Why do this? First, it enables you to access your network as if you were sat at home, giving you access to all your local network resources. But another use for VPNs is to provide you with an alternative—and even more secure—means of accessing your home server. Instead of exposing sensitive services like your self-hosted password manager to the internet through a domain name, for example, you keep them safely ‘offline’, accessible only through your VPN server.
The great news is that unlike using a VPN to access the outside world, there’s no cost involved, because you host the VPN server yourself. Turn the page to find out how to get it up and running with minimal effort.
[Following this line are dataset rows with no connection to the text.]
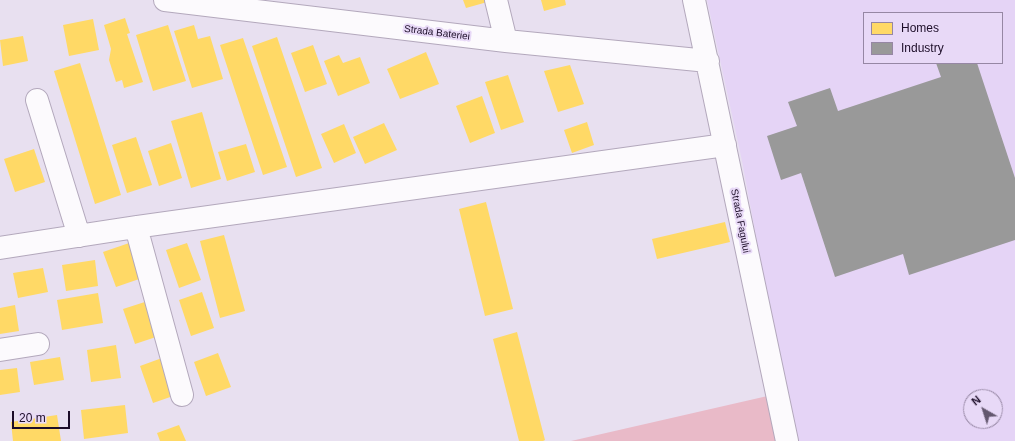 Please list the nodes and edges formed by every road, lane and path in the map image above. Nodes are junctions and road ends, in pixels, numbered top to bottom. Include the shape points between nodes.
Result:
1 (165, 0) edge
2 (496, 0) edge
3 (694, 0) edge
4 (506, 41) junction
5 (708, 61) junction
6 (37, 100) dead end
7 (725, 145) junction
8 (136, 227) junction
9 (79, 236) junction
10 (0, 248) edge
11 (38, 344) dead end
12 (0, 350) edge
13 (182, 395) dead end
14 (787, 441) edge

1 - 4 street, Strada Bateriei
2 - 4 street
3 - 5 street, Strada Fagului
4 - 5 street, Strada Bateriei
5 - 7 street, Strada Fagului
6 - 9 street
7 - 8 street
7 - 14 street, Strada Fagului
8 - 9 street
8 - 13 street
9 - 10 street
11 - 12 street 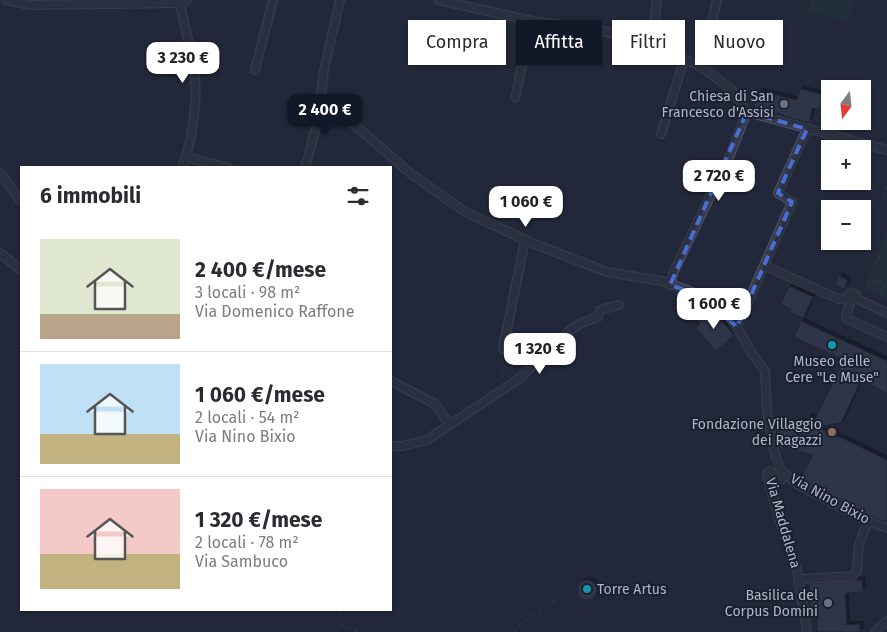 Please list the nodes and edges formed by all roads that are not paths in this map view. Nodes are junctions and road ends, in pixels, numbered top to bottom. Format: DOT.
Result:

LET’S BEGIN WITH A RECAP of how a VPN works, and why it’s necessary. Data is sent and received over the internet in ‘packets’. Not only are these tagged with identifiable information about your location, but unless they’re specifically encrypted by whichever service you’re using (such as an https website), then their contents can be clearly read by anyone who intercepts them.
To combat this, VPNs create what’s known as a ‘secure tunnel’ to hide your data. This is done by encapsulating every single packet of data within an outer layer that’s encrypted using a specific protocol using specially generated cryptographic keys (private and public). Those keys are required by your VPN provider or server to decrypt the data at its destination, ensuring the data can’t be read as it travels to and from your devices.
Nate’s article in October 2023 focused on how you use a third-party VPN provider to transmit your data—encrypted at source— through its own servers to mask the origin of your traffic. Not only does this ensure your data remains secure, it also allows you to mask your location from both your internet provider and any websites you connect to.
A VPN server setup does the opposite by encrypting data traveling to and from your home network rather than the internet itself. This doesn’t simply protect your devices by encrypting the data being sent and received, it also acts as a barrier to anyone else trying to access your home network from outside your home. Unless they have your VPN setup and credentials to hand, there’s no way they can connect.
WS4W (WireGuard Server for Windows) makes setup easy.
CHOOSE YOUR PROTOCOL
There are multiple VPN encryption protocols out there, but there’s only one choice for us: WireGuard (www.wireguard.com). It’s the latest standard to emerge, and has become renowned for its performance and ease of use, as well as its rock-solid security.